In order for a work of art to be displayed, an album to be released for public consumption, a film to be viewed, or a photograph to be used for journalistic or artistic purposes, permission must first be obtained from the Ministry of Culture and Islamic Guidance. Permission is difficult, if not impossible, to attain for most artistic expression, especially any that comes from a Westernized point of view. According to some critics, this has led the Iranian people to often self-censor themselves and their work for fear of imprisonment or even execution. Critics of the Iranian regime argue that the strictness and fundamentalism of the regime’s rule has suppressed a long history of Persian art and cultural influence.

Art, however, is not absent in Iran. Instead, as a contrarian theory states, art actually flourishes under censorship. Faced with threat of persecution artists actually become more bold in their expression and point of view, according to this theory. Though not published in Iran, Satrapi’s novel would seem to be a chief example of this. Other artistic expressions openly defy the regime within Iranian borders. The techno-rock band The Plastic Wave is one such recent example. The Plastic Wave not only play music with a hard edged, Westernized sound, but they also write songs in open defiance of the government and its policies of repression and violence. Iran also has a long history of filmmaking and, though the cinema is heavily censored and regulated, certain controversial films are able to find an audience despite government threat. Bahman Ghobadi’s “Marooned in Iraq,” is a recent example. This film critically examines the lives of the poor on the Iran-Iraq border. It’s director has come under intense scrutiny by the government for his support of women’s rights and criticism of strict Iranian rule.

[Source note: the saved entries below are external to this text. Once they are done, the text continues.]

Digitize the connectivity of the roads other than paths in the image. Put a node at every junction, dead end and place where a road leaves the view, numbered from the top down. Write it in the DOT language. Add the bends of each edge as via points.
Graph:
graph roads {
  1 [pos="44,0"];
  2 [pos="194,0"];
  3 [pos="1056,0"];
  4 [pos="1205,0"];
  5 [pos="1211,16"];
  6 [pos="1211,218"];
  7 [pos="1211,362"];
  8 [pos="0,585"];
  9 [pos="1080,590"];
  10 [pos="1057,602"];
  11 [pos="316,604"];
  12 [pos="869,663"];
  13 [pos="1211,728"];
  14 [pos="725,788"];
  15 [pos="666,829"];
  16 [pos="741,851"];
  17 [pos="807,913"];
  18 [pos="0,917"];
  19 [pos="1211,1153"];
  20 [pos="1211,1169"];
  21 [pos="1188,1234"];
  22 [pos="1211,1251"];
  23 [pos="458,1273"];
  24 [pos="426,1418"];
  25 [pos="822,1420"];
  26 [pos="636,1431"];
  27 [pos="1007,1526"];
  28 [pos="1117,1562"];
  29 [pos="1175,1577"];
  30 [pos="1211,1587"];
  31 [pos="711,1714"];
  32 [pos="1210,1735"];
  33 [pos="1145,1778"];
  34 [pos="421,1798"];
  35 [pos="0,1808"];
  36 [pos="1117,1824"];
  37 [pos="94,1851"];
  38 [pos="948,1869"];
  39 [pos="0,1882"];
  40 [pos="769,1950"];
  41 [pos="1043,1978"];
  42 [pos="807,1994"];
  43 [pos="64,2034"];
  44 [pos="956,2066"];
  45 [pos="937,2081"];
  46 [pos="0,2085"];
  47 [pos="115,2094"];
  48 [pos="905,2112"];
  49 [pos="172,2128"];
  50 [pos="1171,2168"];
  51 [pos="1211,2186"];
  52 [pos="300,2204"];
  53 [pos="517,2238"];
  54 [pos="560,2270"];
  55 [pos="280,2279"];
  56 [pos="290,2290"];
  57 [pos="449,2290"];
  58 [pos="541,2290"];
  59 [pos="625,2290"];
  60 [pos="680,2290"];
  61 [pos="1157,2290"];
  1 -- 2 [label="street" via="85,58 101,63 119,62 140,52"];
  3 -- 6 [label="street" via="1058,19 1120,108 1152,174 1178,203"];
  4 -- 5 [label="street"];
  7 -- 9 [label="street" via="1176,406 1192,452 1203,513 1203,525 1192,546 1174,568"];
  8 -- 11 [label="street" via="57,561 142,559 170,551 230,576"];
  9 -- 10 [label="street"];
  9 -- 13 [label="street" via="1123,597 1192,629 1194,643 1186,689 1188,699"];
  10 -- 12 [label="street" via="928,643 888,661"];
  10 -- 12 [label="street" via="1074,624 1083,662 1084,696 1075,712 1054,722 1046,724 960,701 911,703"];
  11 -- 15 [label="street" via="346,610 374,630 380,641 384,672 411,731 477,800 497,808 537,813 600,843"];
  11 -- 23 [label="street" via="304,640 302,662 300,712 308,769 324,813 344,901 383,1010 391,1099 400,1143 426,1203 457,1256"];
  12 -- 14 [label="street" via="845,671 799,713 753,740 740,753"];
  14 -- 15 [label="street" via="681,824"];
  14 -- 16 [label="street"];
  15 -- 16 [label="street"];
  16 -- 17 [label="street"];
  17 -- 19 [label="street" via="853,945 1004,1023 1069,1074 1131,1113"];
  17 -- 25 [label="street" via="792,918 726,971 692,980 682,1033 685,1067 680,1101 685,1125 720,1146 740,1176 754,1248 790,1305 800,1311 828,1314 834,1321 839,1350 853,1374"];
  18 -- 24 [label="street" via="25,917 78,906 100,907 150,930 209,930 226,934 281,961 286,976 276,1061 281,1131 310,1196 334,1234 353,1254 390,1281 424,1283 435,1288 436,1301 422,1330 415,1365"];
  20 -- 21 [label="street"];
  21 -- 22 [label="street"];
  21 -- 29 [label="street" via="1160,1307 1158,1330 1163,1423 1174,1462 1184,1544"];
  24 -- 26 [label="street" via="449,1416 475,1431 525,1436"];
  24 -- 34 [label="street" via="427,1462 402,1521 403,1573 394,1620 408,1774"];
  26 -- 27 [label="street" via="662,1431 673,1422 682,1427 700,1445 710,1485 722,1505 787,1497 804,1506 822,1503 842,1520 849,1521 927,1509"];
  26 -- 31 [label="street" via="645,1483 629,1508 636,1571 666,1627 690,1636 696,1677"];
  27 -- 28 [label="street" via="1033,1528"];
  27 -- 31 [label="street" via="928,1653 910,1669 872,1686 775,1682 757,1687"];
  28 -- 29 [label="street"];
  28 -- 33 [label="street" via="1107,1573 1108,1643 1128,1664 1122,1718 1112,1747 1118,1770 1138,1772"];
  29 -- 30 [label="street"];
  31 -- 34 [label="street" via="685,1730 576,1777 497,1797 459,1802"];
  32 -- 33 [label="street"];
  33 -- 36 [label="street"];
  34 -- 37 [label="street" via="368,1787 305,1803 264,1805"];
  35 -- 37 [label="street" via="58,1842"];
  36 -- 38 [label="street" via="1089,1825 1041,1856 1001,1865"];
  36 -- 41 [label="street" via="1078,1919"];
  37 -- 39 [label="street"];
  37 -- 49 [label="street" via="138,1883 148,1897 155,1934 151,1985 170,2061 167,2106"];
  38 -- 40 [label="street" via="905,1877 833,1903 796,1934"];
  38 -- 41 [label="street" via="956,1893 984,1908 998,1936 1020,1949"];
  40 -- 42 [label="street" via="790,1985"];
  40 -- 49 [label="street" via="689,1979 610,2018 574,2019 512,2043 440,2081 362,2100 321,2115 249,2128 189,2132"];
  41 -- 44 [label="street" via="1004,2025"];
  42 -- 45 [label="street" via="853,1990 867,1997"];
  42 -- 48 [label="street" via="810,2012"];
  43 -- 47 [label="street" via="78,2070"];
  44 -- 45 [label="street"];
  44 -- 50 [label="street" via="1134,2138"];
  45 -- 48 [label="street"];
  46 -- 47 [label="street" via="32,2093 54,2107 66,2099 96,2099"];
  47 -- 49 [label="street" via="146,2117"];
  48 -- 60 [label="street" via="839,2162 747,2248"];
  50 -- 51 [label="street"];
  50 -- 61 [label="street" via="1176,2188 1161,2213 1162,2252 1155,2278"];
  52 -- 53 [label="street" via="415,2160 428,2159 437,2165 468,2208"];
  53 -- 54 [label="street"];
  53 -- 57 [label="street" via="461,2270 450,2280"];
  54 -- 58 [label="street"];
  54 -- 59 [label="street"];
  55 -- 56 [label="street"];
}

Paradoxically, Iran’s policies on education and cultural knowledge have actually made it more difficult to maintain a control over artistic expression. Iran now boasts a literacy rate of over 90%, and its youth are some of the best educated in the world. This educated populace often finds itself wishing to gain freer expression in art, journalism, and politics. The government, on the other hand, must play a “cat and mouse game” of allowing certain forms of expression while repressing, often violently, others. What is often not recognized, however, is that Iranians often have as much access to banned materials as anyone in the Western world. A thriving black market for music, literature, and film exists in much of the country. Though a fatwa was issued in 1994 against satellite television, this has not stopped much of the Iranian population from obtaining and installing satellite TV in their homes, offering access to world news and Western programming. Despite the threats of repression and persecution, Iranians have remained amazingly resilient in their expression and consumption of culture and art.